### WORK ITEM:
With the pictures left out, restate every entry word for word.

----- DATA FOR THIS TASK -----

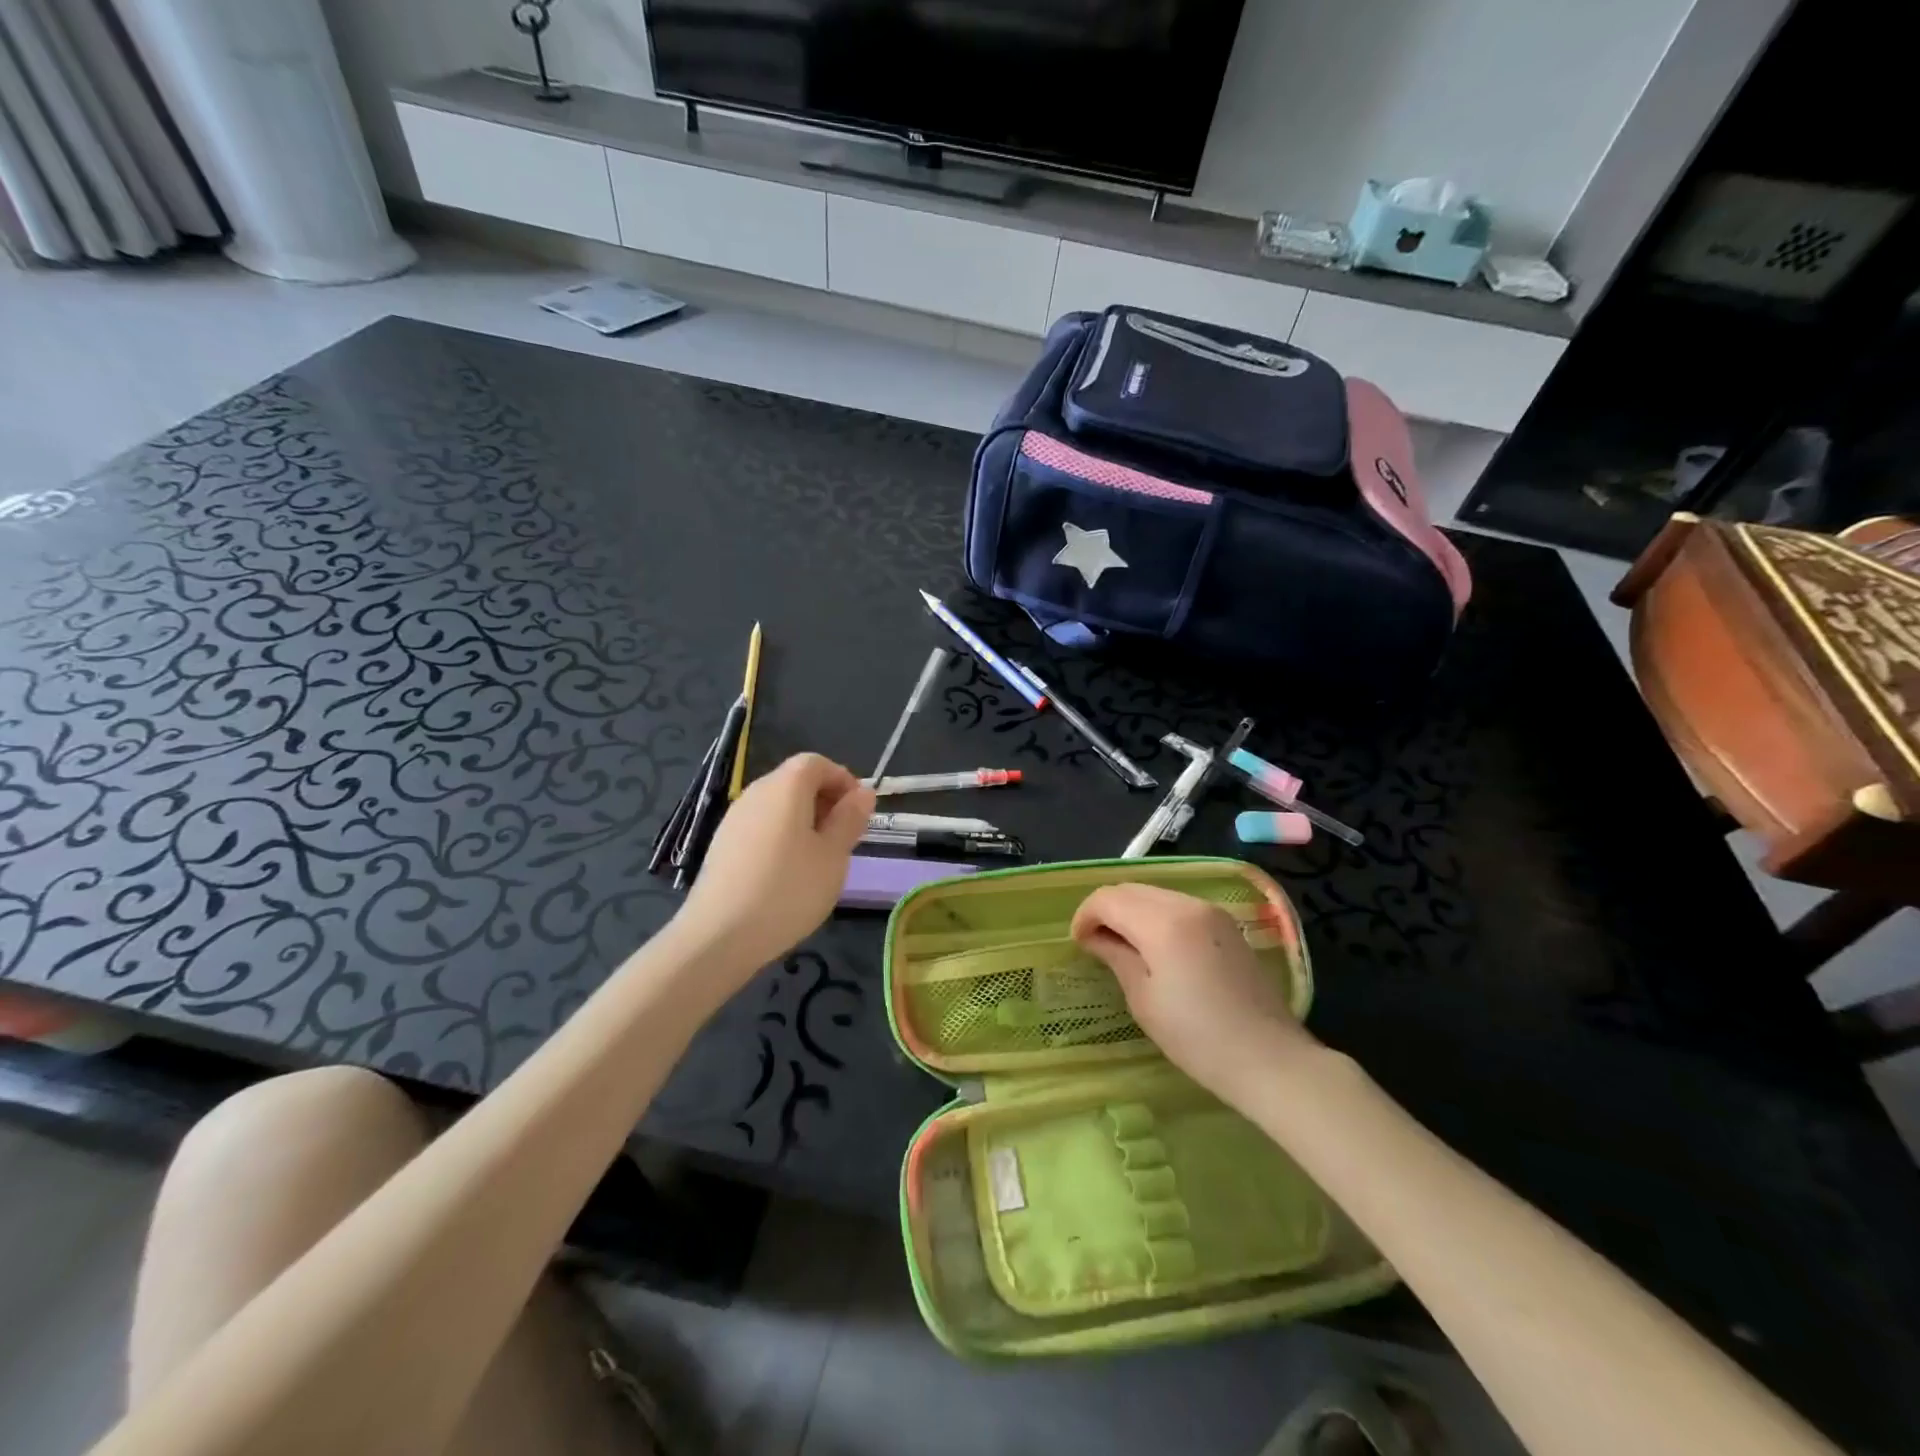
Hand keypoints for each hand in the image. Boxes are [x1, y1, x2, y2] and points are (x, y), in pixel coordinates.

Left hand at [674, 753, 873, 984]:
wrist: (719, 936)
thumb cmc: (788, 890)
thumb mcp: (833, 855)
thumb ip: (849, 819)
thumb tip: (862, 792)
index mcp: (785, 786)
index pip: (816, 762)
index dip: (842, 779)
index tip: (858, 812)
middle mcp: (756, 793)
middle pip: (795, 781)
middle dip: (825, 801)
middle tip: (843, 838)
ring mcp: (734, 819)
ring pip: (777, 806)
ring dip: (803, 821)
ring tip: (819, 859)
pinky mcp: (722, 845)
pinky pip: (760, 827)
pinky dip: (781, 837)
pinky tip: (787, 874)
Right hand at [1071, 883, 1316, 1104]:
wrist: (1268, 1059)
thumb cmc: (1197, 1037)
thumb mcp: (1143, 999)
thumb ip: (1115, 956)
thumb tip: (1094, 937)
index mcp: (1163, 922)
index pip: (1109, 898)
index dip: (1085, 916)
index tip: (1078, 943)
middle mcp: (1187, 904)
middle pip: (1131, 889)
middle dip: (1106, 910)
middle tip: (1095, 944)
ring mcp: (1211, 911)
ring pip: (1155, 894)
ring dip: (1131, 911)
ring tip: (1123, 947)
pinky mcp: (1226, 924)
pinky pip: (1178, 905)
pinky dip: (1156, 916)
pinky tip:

-----

### RESULT OF THE EXERCISE:
Hand keypoints for each hand in the image. Boxes are [x1, y1, x2, y2] and points are (x, y), in pixel coordinates.

Left hand at [674, 753, 873, 984]:
wrist: (719, 936)
thumb cmc: (788, 890)
thumb mcp: (833, 855)
thumb ip: (849, 819)
thumb tip: (862, 792)
index mcp: (785, 786)
index pip: (816, 762)
index dip: (842, 779)
index tip: (858, 812)
middle mcp: (756, 793)
middle pip: (795, 781)
middle dip: (825, 801)
middle tip: (843, 838)
ring mcp: (734, 819)
ring pip: (777, 806)
ring dip: (803, 821)
ring tip: (819, 859)
pinky mcp: (722, 845)
pinky pip: (760, 827)
pinky dip: (781, 837)
pinky tip: (787, 874)
Right hand at [1071, 883, 1316, 1104]:
wrist: (1268, 1059)
thumb cmc: (1197, 1037)
thumb mcp: (1143, 999)
thumb ip: (1115, 956)
thumb tip: (1094, 937)
index mcp: (1163, 922)
index pip: (1109, 898)
index dip: (1085, 916)
index tip: (1078, 943)
middle mcp: (1187, 904)
middle pip: (1131, 889)
middle dip: (1106, 910)
middle tip: (1095, 944)
ring mcp: (1211, 911)
ring pip: (1155, 894)
ring dip: (1131, 911)
ring tip: (1123, 947)
pinky mcp: (1226, 924)
pinky pip: (1178, 905)
pinky dip: (1156, 916)
pinky tip:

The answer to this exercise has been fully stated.